Playing the Indian Card

Showing posts with label diversity. Show all posts
Showing posts with label diversity. Show all posts

Monday, June 03, 2024

Diversity Is Our Strength

 



“Diversity is our strength” has been a popular slogan in Canada for many years.

Is it true?

Afghanistan stands as the ultimate model of ethnic diversity. “Afghanistan's 2004 Constitution cited Pashtun, Tajik, Hazara, Uzbek, Turkman, Baluch, Pashaie, Nuristani, Aymaq, Arab, Qirghiz, Qizilbash, Gujur, and Brahwui ethnicities; Afghanistan has dozens of other small ethnic groups.” (CIA World Fact Book)

Another diverse nation was the old Yugoslavia, with roughly comparable populations of Serbs, Croats, Bosnian Muslims, Slovenes, Albanians, Hungarians, Montenegrins and Macedonians.
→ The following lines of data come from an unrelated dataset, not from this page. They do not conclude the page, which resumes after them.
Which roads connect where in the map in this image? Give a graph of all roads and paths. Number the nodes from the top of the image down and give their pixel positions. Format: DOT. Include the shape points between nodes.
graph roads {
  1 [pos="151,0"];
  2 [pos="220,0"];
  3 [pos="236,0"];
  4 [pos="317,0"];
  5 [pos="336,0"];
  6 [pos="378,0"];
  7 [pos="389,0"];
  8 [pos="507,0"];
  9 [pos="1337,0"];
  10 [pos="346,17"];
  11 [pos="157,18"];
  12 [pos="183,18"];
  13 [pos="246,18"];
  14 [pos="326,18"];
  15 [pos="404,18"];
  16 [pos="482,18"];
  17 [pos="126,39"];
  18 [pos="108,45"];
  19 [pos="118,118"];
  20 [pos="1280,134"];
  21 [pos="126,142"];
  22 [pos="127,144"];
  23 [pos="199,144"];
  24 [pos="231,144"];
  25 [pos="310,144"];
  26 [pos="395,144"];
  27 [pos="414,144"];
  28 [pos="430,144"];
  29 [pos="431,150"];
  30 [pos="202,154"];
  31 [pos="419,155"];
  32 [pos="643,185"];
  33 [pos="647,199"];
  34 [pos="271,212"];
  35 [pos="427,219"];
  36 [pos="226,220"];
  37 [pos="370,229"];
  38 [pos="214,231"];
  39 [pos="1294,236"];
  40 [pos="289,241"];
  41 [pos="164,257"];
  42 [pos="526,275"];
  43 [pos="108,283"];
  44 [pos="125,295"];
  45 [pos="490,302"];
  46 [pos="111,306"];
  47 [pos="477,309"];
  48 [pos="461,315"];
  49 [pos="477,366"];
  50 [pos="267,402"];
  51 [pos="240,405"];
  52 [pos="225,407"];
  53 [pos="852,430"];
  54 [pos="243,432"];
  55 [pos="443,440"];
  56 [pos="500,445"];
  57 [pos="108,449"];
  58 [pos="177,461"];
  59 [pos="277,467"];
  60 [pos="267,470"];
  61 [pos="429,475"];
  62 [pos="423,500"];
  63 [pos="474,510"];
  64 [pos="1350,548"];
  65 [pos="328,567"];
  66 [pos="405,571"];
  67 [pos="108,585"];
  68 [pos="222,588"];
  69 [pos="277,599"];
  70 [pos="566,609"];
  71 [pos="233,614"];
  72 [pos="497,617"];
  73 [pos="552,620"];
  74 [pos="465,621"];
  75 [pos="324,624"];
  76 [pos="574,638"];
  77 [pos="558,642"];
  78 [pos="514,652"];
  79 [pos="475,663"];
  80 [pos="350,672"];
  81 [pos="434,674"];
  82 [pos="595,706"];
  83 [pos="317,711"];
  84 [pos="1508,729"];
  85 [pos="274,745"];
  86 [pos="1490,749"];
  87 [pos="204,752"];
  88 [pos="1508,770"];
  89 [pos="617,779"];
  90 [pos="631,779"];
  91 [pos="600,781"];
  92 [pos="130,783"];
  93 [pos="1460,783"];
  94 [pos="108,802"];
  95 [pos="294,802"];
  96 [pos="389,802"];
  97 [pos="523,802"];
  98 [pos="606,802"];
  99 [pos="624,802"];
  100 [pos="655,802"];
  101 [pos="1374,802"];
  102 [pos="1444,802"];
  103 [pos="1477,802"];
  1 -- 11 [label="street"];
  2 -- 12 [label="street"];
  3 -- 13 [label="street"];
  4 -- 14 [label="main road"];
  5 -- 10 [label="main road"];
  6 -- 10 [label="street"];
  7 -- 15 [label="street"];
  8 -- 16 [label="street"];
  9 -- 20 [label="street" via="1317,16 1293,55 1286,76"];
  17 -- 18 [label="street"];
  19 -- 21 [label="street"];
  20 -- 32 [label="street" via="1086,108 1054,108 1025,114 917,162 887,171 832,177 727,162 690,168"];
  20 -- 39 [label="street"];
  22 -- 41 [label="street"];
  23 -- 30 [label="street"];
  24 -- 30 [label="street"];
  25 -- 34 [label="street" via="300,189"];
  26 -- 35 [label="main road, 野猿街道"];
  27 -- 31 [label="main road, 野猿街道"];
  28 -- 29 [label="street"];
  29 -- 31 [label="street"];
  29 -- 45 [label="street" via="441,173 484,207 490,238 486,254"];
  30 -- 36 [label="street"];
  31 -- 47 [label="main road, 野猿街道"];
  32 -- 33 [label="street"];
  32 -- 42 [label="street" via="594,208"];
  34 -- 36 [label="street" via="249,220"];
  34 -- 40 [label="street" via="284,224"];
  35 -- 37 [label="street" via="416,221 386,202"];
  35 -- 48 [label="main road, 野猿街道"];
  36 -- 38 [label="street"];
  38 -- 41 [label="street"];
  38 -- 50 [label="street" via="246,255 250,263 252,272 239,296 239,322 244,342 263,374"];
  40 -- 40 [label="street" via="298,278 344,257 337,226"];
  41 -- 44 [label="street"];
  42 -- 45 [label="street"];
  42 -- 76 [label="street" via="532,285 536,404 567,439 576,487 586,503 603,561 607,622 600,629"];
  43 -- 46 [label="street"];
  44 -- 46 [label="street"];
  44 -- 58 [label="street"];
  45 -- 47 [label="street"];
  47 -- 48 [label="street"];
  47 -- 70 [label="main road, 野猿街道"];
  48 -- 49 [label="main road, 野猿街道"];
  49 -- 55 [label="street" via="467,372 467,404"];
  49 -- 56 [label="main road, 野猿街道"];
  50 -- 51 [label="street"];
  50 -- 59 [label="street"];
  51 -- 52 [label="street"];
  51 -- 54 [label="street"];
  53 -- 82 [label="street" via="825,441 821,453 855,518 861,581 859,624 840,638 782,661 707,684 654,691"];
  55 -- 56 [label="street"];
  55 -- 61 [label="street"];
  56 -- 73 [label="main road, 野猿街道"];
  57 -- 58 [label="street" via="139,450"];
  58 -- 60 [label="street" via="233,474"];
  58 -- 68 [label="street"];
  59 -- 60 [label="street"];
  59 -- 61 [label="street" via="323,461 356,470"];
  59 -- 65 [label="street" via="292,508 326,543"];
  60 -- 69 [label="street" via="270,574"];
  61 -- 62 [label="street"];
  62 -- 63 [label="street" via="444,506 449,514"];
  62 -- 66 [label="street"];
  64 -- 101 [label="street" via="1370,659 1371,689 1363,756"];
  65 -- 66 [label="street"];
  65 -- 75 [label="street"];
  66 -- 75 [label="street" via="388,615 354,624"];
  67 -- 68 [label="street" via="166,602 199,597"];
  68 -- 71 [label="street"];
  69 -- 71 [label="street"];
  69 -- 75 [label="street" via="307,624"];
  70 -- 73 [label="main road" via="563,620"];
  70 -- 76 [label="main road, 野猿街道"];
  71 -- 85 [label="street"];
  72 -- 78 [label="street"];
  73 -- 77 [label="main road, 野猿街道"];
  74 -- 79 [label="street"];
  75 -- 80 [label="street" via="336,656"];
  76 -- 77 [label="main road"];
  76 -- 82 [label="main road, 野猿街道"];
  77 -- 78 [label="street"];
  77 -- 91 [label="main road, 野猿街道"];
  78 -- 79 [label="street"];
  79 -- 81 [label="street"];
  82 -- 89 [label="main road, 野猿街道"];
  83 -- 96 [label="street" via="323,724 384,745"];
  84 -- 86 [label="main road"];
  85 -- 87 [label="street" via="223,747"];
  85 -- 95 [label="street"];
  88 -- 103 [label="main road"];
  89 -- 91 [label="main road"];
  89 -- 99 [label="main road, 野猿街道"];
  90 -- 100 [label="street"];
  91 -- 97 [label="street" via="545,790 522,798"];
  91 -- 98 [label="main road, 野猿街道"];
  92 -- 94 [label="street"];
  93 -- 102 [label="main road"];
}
Another was the old Austro-Hungarian Empire; one might also cite the Balkans generally.

Iraq is diverse: Sunni and Shia Arabs, Kurds, Yazidis, Turkmen, Assyrians, Mandaeans.

In all these examples, diversity does not seem to have been their strength. Instead, it hindered development, made these places relatively ungovernable, and led to bloodshed. Diversity was and is their weakness.

Diversity is a strength only in the context of more fundamental unity. America has been successful, because it had a powerful mainstream, and the motto was e pluribus unum. Immigrants intentionally shed their home culture by coming. Other, successfully diverse countries, like Singapore, India, or the UK, feature one overwhelmingly dominant ethnic group and culture. And even they have had their problems: Singapore was thrown out of Malaysia for being too Chinese, India underwent the holocaust of partition, and there is ongoing trouble Kalistani Sikhs and Tamil Tigers; and the UK underwent the Irish wars of separation and, as recently as the nineties, the Ulster troubles.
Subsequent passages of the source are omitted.